1.客户端发送一个SYN包到服务器,这个包中携带了Fast Open Cookie Request;

2.服务器生成一个cookie,这个cookie是加密客户端的IP地址生成的。服务器给客户端发送SYN+ACK响应,在响应包的选项中包含了这个cookie;

3.客户端存储这个cookie以便将来再次与这个服务器的IP建立TFO连接时使用;

也就是说,第一次TCP连接只是交换cookie信息,无法在SYN包中携带数据。在第一次交换之后,接下来的TCP连接就可以在SYN中携带数据了。流程如下:

4.客户端发送一个SYN包,这个包比较特殊,因为它携带应用数据和cookie;

5.服务器验证这个cookie,如果合法,服务器发送一个SYN+ACK,这个ACK同时确认SYN和数据。然后数据被传递到应用进程;

如果不合法,服务器丢弃数据,发送一个SYN+ACK,这个ACK只确认SYN,接下来走三次握手的普通流程;

6.如果验证合法(接收了SYN包中的数据),服务器在接收到客户端的第一个ACK前可以发送其它响应数据;

7.如果验证不合法(客户端在SYN中带的数据没被确认),客户端发送ACK确认服务器的SYN;并且,数据会在ACK包中重传;

8.下面的流程与普通的TCP交互流程无异。

源码分析

TFO功能在Linux 2.6.34内核中开始集成。

下面通过分析内核代码来了解TFO的运行机制。开启TFO功能后,server端进程在调用listen系统调用时会初始化TFO队列:

1
2
3
4
5
6
7
8
9
10
11
12
13
14
15
16
17
18
19
20
21
22
23
int inet_listen(struct socket *sock, int backlog)
{
	struct sock *sk = sock->sk;
	unsigned char old_state;
	int err;
	...
	if (old_state != TCP_LISTEN) {
	...
		if ((sysctl_tcp_fastopen & TFO_SERVER_ENABLE) != 0 &&
			inet_csk(sk)->icsk_accept_queue.fastopenq == NULL) {
			if ((sysctl_tcp_fastopen & TFO_SERVER_WO_SOCKOPT1) != 0)
				err = fastopen_init_queue(sk, backlog);
			else if ((sysctl_tcp_fastopen &
				  TFO_SERVER_WO_SOCKOPT2) != 0)
				err = fastopen_init_queue(sk,
					((uint)sysctl_tcp_fastopen) >> 16);
			else
				err = 0;
			if (err)
				goto out;
		}
		err = inet_csk_listen_start(sk, backlog);
...

fastopen_init_queue函数

1
2
3
4
5
6
7
8
9
10
11
12
13
14
15
16
17
18
static inline int fastopen_init_queue(struct sock *sk, int backlog)
{
	struct request_sock_queue *queue =
		&inet_csk(sk)->icsk_accept_queue;

	if (queue->fastopenq == NULL) {
		queue->fastopenq = kzalloc(
			sizeof(struct fastopen_queue),
			sk->sk_allocation);
		if (queue->fastopenq == NULL)
			return -ENOMEM;

		sk->sk_destruct = tcp_sock_destruct;
		spin_lock_init(&queue->fastopenq->lock);
	}
	queue->fastopenq->max_qlen = backlog;
	return 0;
}

如果net.ipv4.tcp_fastopen && (TFO_SERVER_WO_SOCKOPT1|TFO_SERVER_WO_SOCKOPT2)为假,则TFO队列不会被初始化。
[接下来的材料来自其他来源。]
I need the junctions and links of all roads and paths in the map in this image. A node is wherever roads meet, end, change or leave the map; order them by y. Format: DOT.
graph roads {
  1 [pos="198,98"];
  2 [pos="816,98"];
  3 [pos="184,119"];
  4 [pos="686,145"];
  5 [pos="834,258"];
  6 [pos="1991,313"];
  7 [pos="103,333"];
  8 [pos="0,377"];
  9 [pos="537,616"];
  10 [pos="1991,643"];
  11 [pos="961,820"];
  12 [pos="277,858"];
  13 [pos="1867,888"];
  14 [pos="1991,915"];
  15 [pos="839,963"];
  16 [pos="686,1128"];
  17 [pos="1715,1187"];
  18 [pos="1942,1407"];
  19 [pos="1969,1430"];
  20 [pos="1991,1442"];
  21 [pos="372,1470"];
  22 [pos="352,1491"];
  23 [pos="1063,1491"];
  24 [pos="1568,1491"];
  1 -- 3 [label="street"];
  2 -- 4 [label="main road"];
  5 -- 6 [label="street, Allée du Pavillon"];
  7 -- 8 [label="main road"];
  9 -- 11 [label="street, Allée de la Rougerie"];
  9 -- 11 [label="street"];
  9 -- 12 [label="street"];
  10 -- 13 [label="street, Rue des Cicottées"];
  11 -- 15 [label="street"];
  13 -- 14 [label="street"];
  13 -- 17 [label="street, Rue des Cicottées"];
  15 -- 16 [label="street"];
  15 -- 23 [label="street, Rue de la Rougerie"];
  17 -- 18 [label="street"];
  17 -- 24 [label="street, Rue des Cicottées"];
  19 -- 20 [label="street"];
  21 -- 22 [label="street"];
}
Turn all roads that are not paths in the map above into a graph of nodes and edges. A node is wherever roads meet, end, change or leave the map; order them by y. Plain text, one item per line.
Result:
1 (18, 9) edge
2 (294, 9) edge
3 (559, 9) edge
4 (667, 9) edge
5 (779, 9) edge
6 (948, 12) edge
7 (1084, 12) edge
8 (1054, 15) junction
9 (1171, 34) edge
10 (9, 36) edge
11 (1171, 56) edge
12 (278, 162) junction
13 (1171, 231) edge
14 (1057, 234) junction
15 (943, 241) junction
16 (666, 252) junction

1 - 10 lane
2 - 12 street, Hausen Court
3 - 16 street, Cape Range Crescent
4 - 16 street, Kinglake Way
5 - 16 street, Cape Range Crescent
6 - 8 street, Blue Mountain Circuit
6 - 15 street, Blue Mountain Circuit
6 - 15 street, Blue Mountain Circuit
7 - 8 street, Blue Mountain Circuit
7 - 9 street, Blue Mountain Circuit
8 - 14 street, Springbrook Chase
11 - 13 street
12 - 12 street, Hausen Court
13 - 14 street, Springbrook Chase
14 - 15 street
但setsockopt函数也可以初始化TFO队列:

1
2
3
4
5
6
7
8
9
10
11
12
13
14
15
16
static int do_tcp_setsockopt(struct sock *sk, int level,
		int optname, char __user *optval, unsigned int optlen)
{
	struct tcp_sock *tp = tcp_sk(sk);
	struct inet_connection_sock *icsk = inet_csk(sk);
	int val;
	int err = 0;
	...
	case TCP_FASTOPEN:
		if (val >= 0 && ((1 << sk->sk_state) & (TCPF_CLOSE |
			TCPF_LISTEN)))
			err = fastopen_init_queue(sk, val);
		else
			err = -EINVAL;
		break;
	...

如果inet_csk(sk)->icsk_accept_queue.fastopenq为NULL的话意味着TFO功能未开启。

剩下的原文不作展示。